━━ RECORDS FOR THIS EXERCISE ━━

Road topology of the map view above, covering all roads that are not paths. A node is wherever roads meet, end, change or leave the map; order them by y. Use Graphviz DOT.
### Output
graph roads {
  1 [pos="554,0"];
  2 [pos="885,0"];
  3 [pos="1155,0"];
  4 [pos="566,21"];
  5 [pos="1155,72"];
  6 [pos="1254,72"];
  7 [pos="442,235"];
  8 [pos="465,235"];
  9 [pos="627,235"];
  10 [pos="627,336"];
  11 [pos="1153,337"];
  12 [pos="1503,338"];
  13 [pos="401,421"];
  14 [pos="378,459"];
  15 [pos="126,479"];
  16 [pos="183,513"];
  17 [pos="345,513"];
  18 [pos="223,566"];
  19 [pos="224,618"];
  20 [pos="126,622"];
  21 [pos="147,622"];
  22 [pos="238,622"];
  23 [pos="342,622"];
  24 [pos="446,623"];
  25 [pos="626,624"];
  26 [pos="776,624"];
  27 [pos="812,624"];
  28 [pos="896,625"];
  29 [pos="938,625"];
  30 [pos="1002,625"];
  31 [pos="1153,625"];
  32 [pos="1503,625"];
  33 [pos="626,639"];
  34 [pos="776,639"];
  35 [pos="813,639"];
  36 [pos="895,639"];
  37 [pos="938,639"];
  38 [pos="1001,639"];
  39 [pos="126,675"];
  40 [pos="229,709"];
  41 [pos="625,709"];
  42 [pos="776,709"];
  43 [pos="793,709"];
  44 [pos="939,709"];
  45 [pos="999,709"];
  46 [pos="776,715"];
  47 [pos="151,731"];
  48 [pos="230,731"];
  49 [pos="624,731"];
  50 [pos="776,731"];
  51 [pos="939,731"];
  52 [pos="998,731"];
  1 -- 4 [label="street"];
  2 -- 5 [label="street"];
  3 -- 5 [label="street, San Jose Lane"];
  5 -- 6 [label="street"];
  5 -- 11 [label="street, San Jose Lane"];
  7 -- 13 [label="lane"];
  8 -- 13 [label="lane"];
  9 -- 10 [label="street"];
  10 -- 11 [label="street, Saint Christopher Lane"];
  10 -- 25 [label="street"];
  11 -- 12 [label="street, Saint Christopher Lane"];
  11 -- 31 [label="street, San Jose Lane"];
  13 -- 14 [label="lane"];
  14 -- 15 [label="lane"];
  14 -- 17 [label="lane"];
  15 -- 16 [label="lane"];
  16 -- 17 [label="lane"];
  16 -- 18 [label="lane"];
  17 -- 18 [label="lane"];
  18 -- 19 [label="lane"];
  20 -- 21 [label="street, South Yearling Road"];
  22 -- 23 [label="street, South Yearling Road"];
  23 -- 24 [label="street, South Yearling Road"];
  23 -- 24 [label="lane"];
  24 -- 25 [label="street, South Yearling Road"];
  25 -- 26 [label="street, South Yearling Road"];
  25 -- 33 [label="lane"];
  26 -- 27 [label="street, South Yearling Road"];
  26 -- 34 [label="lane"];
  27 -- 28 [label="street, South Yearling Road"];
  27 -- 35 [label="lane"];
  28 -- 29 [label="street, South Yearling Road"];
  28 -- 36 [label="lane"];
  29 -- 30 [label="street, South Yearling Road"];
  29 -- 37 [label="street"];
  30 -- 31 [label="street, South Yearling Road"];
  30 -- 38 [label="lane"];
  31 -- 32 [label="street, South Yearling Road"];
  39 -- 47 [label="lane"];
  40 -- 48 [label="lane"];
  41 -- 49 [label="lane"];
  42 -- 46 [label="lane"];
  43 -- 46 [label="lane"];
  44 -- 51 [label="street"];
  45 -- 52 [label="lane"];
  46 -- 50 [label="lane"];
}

━━━

All the records, from start to finish, are to be repeated exactly.

WRITTEN SOLUTION -
Road topology of the map view above, covering all roads that are not paths. A node is wherever roads meet, end, change or leave the map; order them by y. Use Graphviz DOT.
### Output
graph roads {
  1 [pos="554,0"];
  2 [pos="885,0"];
  3 [pos="1155,0"];
  4 [pos="566,21"];
  5 [pos="1155,72"];
  6 [pos="1254,72"];
  7 [pos="442,235"];
  8 [pos="465,235"];
  9 [pos="627,235"];
  10 [pos="627,336"];
  11 [pos="1153,337"];
  12 [pos="1503,338"];
  13 [pos="401,421"];
  14 [pos="378,459"];
  15 [pos="126,479"];
  16 [pos="183,513"];
  17 [pos="345,513"];
  18 [pos="223,566"];
  19 [pos="224,618"];
  20 [pos="126,622"];
  21 [pos="147,622"];
  22 [pos="238,622"];
  23 [pos="342,622"];
  24 [pos="446,623"];
  25 [pos="626,624"];
  26 [pos="776,624"];
  27 [pos="812,624"];
  28 [pos="896,625"];
  29 [pos="938,625"];
  30 [pos="1002,625"];
  31 [pos="1153,625"];
  32 [pos="1503,625"];
  33 [pos="626,639"];
  34 [pos="776,639"];
  35 [pos="813,639"];
  36 [pos="895,639"];
  37 [pos="938,639"];
  38 [pos="1001,639"];
  39 [pos="126,675"];
  40 [pos="229,709"];
  41 [pos="625,709"];
  42 [pos="776,709"];
  43 [pos="793,709"];
  44 [pos="939,709"];
  45 [pos="999,709"];
  46 [pos="776,715"];
  47 [pos="151,731"];
  48 [pos="230,731"];
  49 [pos="624,731"];
  50 [pos="776,731"];
  51 [pos="939,731"];
  52 [pos="998,731"];
  1 -- 4 [label="street"];
  2 -- 5 [label="street"];
  3 -- 5 [label="street, San Jose Lane"];
  5 -- 6 [label="street"];
  5 -- 11 [label="street, San Jose Lane"];
  7 -- 13 [label="lane"];
  8 -- 13 [label="lane"];
  9 -- 10 [label="street"];
  10 -- 11 [label="street, Saint Christopher Lane"];
  10 -- 25 [label="street"];
  11 -- 12 [label="street, Saint Christopher Lane"];
  11 -- 31 [label="street, San Jose Lane"];
  13 -- 14 [label="lane"];
  14 -- 15 [label="lane"];
  14 -- 17 [label="lane"];
  15 -- 16 [label="lane"];
  16 -- 17 [label="lane"];
  16 -- 18 [label="lane"];
  17 -- 18 [label="lane"];
  18 -- 19 [label="lane"];
  20 -- 21 [label="street, South Yearling Road"];
  22 -- 23 [label="street, South Yearling Road"];
  23 -- 24 [label="street, South Yearling Road"];
  23 -- 24 [label="lane"];
  24 -- 25 [label="street, South Yearling Road"];
  25 -- 26 [label="street, South Yearling Road"];
  25 -- 33 [label="lane"];
  26 -- 27 [label="street, South Yearling Road"];
  26 -- 34 [label="lane"];
  27 -- 28 [label="street, South Yearling Road"];
  27 -- 35 [label="lane"];
  28 -- 29 [label="street, South Yearling Road"];
  28 -- 36 [label="lane"];
  29 -- 30 [label="street, South Yearling Road"];
  29 -- 37 [label="street"];
  30 -- 31 [label="street, South Yearling Road"];
  30 -- 38 [label="lane"];
  31 -- 32 [label="street, South Yearling Road"];
  39 -- 47 [label="lane"];
  40 -- 48 [label="lane"];
  41 -- 49 [label="lane"];
  42 -- 46 [label="lane"];
  43 -- 46 [label="lane"];
  44 -- 51 [label="street"];
  45 -- 52 [label="lane"];
  46 -- 50 [label="lane"];
}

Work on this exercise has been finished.